Wi-Fi roaming specialist Boingo has added Sony Ericsson UIQ and Windows Mobile 6 to the list of mobile devices it supports with its roaming software.
The client software gives transparent access to any wireless hotspot on Boingo's roaming list, automatically identifying the hotspot and connecting to it. It is designed for use with the £3.95 a month Boingo Mobile package. This gives unlimited Wi-Fi usage, including VoIP, but only on handheld devices - it will not work with a laptop, the company said.
Boingo used the open source community to get its software ported, said Colby Goff, the company's senior VP in charge of network strategy and business development. It posted the client software on SourceForge and invited developers to port it to new devices. It already had versions for Series 60, WinMob 5 and Nokia tablets, and is targeting BlackBerry next, Goff said.
"We don't monetise the software - it's just there to make access to our service easier," he added.
He said that's why it's not a problem if customers choose to use other access software instead, such as the new DeviceScape v2 which can aggregate multiple WiFi services in one client.
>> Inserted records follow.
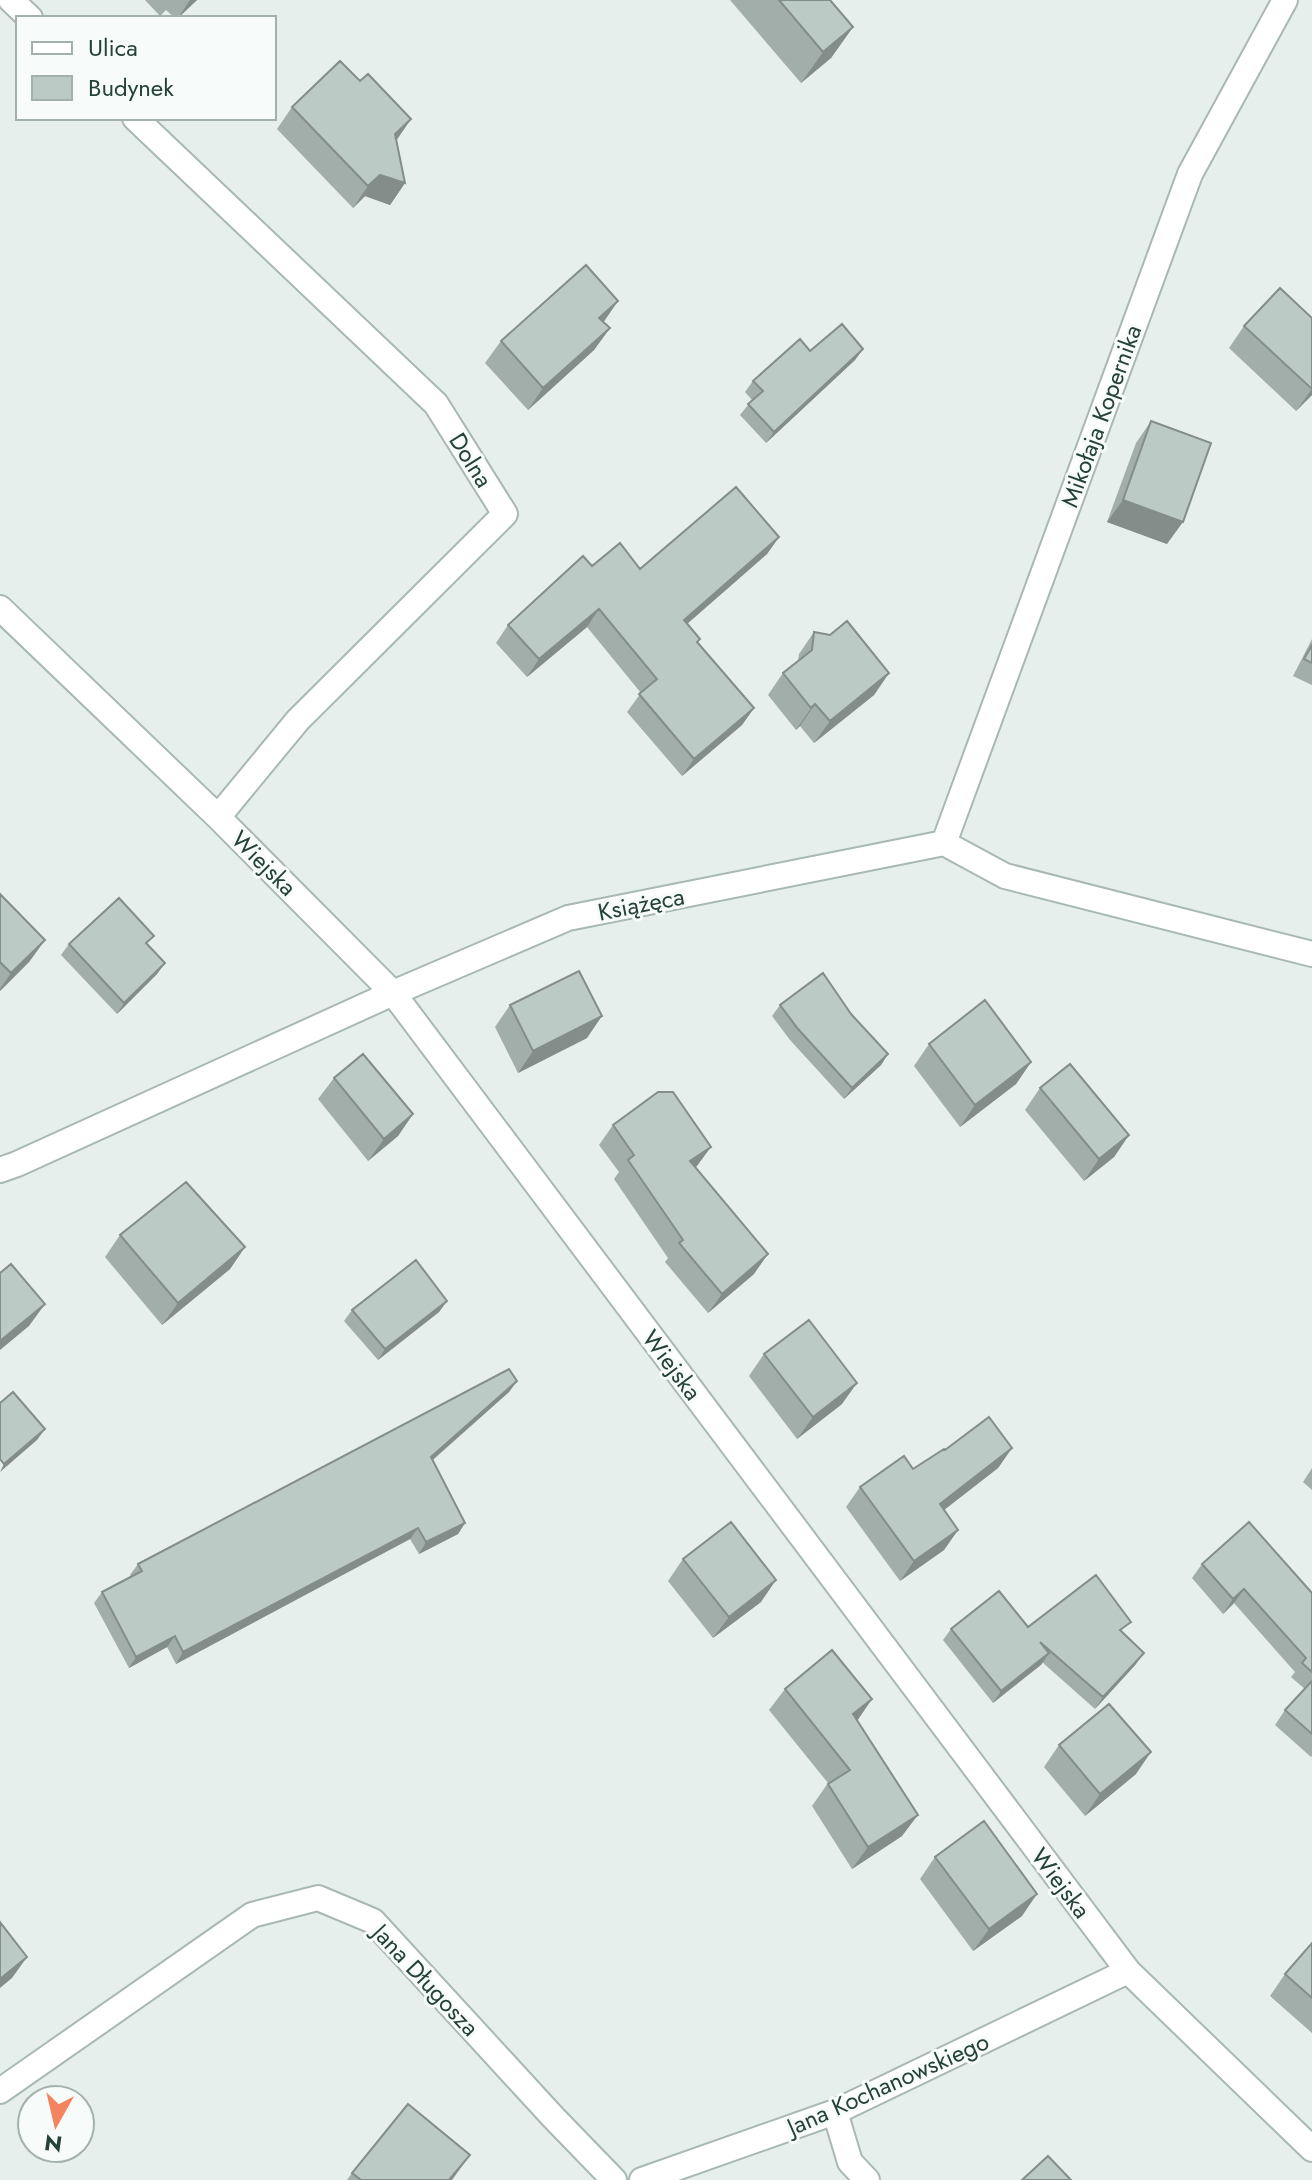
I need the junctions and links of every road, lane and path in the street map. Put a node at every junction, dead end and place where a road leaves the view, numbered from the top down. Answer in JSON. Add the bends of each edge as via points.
{"nodes":[{"id":1,"x":11,"y":0,"type":"edge"},
{"id":2,"x":1285,"y":0,"type":"edge"},
{"id":3,"x":28,"y":16,"type":"edge"},
{"id":4,"x":137,"y":120,"type":"edge"},
{"id":5,"x":0,"y":608,"type":"edge"},
{"id":6,"x":218,"y":817,"type":"junction"},
{"id":7,"x":944,"y":843,"type":"junction"},
{"id":8,"x":1312,"y":954,"type":"edge"},
{"id":9,"x":393,"y":993,"type":"junction"},
{"id":10,"x":0,"y":1170,"type":"edge"},
{"id":11,"x":1128,"y":1971,"type":"junction"},
{"id":12,"x":0,"y":2091,"type":"edge"},
{"id":13,"x":835,"y":2112,"type":"junction"},
{"id":14,"x":1312,"y":2149,"type":"edge"},
{"id":15,"x":614,"y":2180,"type":"edge"},
{"id":16,"x":642,"y":2180,"type":"edge"},
{"id":17,"x":867,"y":2180,"type":"edge"}],
"edges":[{"from":1,"to":3,"type":"street"},
{"from":2,"to":7,"type":"street","name":"Mikołaja Kopernika","via":[[1190,174]]},
{"from":4,"to":6,"type":"street","name":"Dolna","via":[[436,404],[505,514],[298,720]]},
{"from":5,"to":6,"type":"street","name":"Wiejska"},
{"from":6,"to":9,"type":"street","name":"Wiejska"},
{"from":7,"to":8,"type":"street","via":[[1005,876]]},
{"from":7,"to":9,"type":"street","name":"Książęca","via":[[568,918]]},
{"from":9,"to":10,"type":"street","name":"Książęca"},
{"from":9,"to":11,"type":"street","name":"Wiejska"},
{"from":11,"to":13,"type":"street","name":"Jana Kochanowskiego"},
{"from":11,"to":14,"type":"street","name":"Wiejska"},
{"from":12,"to":15,"type":"street","name":"Jana Długosza","via":[[252,1915],[318,1898],[373,1921]]},
{"from":13,"to":16,"type":"street","name":"Jana Kochanowskiego"},
{"from":13,"to":17,"type":"street","via":[[850,2162]]}]}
He claimed though that Boingo's broad roaming coverage means most of its users shouldn't need another service.
Goff added that Boingo, which competes with other roaming aggregators such as iPass, is joining the Wireless Broadband Alliance, which should help it get closer to the big network operators.
The big challenge here is the number of relationships a company needs to offer a good spread of roaming, he said. Unlike the mobile phone networks, where there's rarely more than three or four in each country, there can be dozens or hundreds of hotspot operators.
However, he added that where the phone business is big enough to justify the existence of clearing houses who manage inter-network roaming, the Wi-Fi market is not - so companies such as Boingo must do it all themselves.
On the plus side, he said that most of its roaming relationships are unilateral, with the other party - for example, a hotel with its own hotspot - not needing roaming rights for its own users, and Boingo need only negotiate a wholesale rate with them, based on a usage forecast.